Chart: Why consumers are turned away
Consumers and merchants may have different views of why payment card transactions are declined at the checkout. To gain further insight, surveyed 1,047 U.S. adults online between Jan. 12 and Jan. 17, 2018 to explore the reasons shoppers believe their credit or debit card transactions were declined by merchants over the past year.

A shortage of funds—either exceeding a credit limit (40%) or not having enough money in a debit card account (32%)—was the top reason consumers cited for why their cards were declined at the checkout over the past year, according to the survey.

Surprisingly, many consumers report they were improperly declined over the last year because overzealous fraud-blocking measures made it impossible to complete a transaction—29% of consumers gave that reason for why their credit card was declined and 17% said so for debit cards.

Other reasons consumers' card transactions were declined within the last year were for account issues, such as missing a credit card payment (15%) or overdrawing debit funds (10%). Technology issues with websites or mobile devices also foiled 15% of consumers’ credit transactions within the last year, while 9% of consumers complained of similar technology issues with debit cards.
Chart: The Amazon effect
Merchants looking to retool the checkout experience are feeling growing pressure to cut the cost of shipping, in part because of expectations set by Amazon, which offers two-day shipping to more than 90 million U.S. consumers who pay extra for the online giant’s Amazon Prime service.

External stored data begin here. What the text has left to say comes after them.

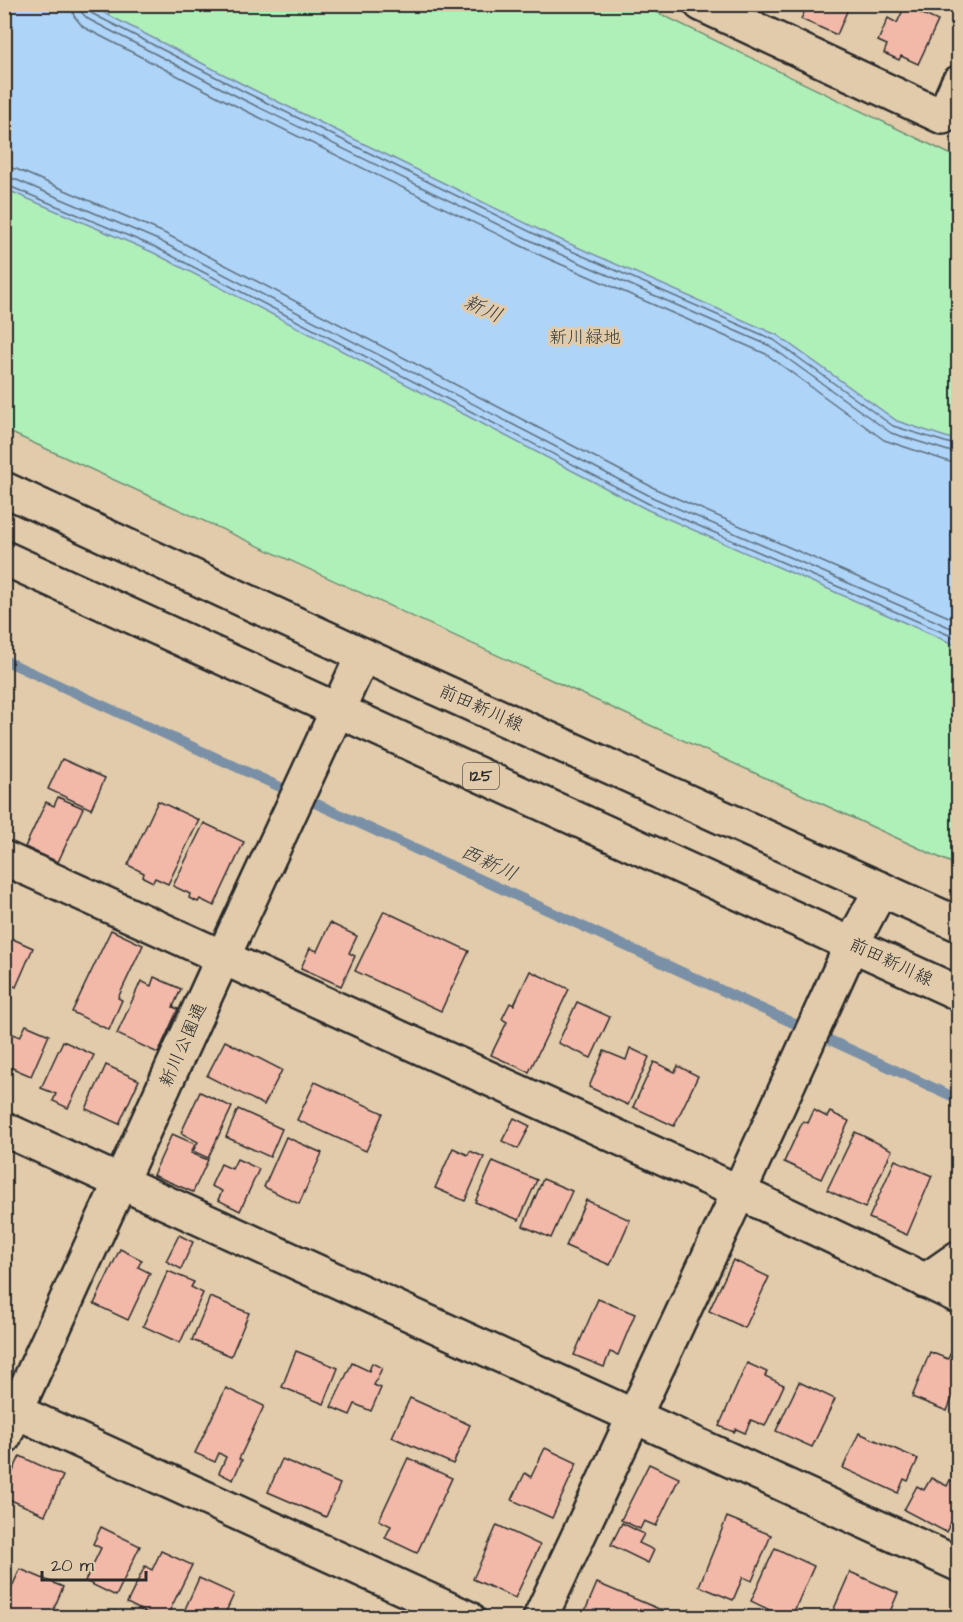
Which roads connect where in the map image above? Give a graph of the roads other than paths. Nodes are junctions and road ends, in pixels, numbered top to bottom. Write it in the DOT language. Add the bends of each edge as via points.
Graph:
graph roads {
  1 [pos="701,4"];
  2 [pos="744,14"];
  3 [pos="958,83"];
  4 [pos="4,489"];
  5 [pos="4,558"];
  6 [pos="363,655"];
  7 [pos="337,711"];
  8 [pos="4,858"];
  9 [pos="880,889"];
  10 [pos="958,924"];
  11 [pos="852,944"];
  12 [pos="223,957"];
  13 [pos="958,993"];
  14 [pos="4,1129"];
  15 [pos="122,1182"];
  16 [pos="739,1192"];
  17 [pos="958,1258"];
  18 [pos="925,1281"];
  19 [pos="958,1296"];
  20 [pos="635,1415"];
  21 [pos="8,1418"];
  22 [pos="958,1564"];
  23 [pos="468,1617"];
  24 [pos="540,1617"];
  1 -- 2 [label="street"];
  2 -- 3 [label="street" via="943,117"];
  4 -- 6 [label="street, 前田新川線"];
  5 -- 7 [label="street, 前田新川線 / 125"];
  6 -- 7 [label="street, 新川公園通"];
  6 -- 9 [label="street, 前田新川線"];
  7 -- 11 [label="street, 前田新川線 / 125"];
  7 -- 12 [label="street, 新川公園通"];
  8 -- 12 [label="street"];
  9 -- 10 [label="street, 前田新川線"];
  9 -- 11 [label="street"];
  11 -- 13 [label="street, 前田新川線 / 125"];
  11 -- 16 [label="street"];
  12 -- 15 [label="street, 新川公園通"];
  12 -- 16 [label="street"];
  14 -- 15 [label="street"];
  15 -- 20 [label="street"];
  15 -- 21 [label="street, 新川公園通"];
  16 -- 18 [label="street"];
  16 -- 20 [label="street"];
  17 -- 18 [label="street"];
  18 -- 19 [label="street"];
  20 -- 22 [label="street"];
  20 -- 24 [label="street"];
  21 -- 23 [label="street"];
}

Younger consumers show a markedly stronger tendency to expect free two-day shipping now from all merchants, according to a survey the National Retail Federation conducted among 3,172 consumers from Nov. 11 to Dec. 1, 2017. This is a challenge merchants will likely grapple with throughout 2018, as other giants including Walmart step up free 2-day shipping for many orders and same-day shipping for others.

Merchants are finding creative ways to align with the standard set by Amazon’s shipping policies. Macy’s, for example, introduced a new loyalty program in October 2017 that provides free shipping for customers who spend at least $500 annually using a Macy’s private-label credit account.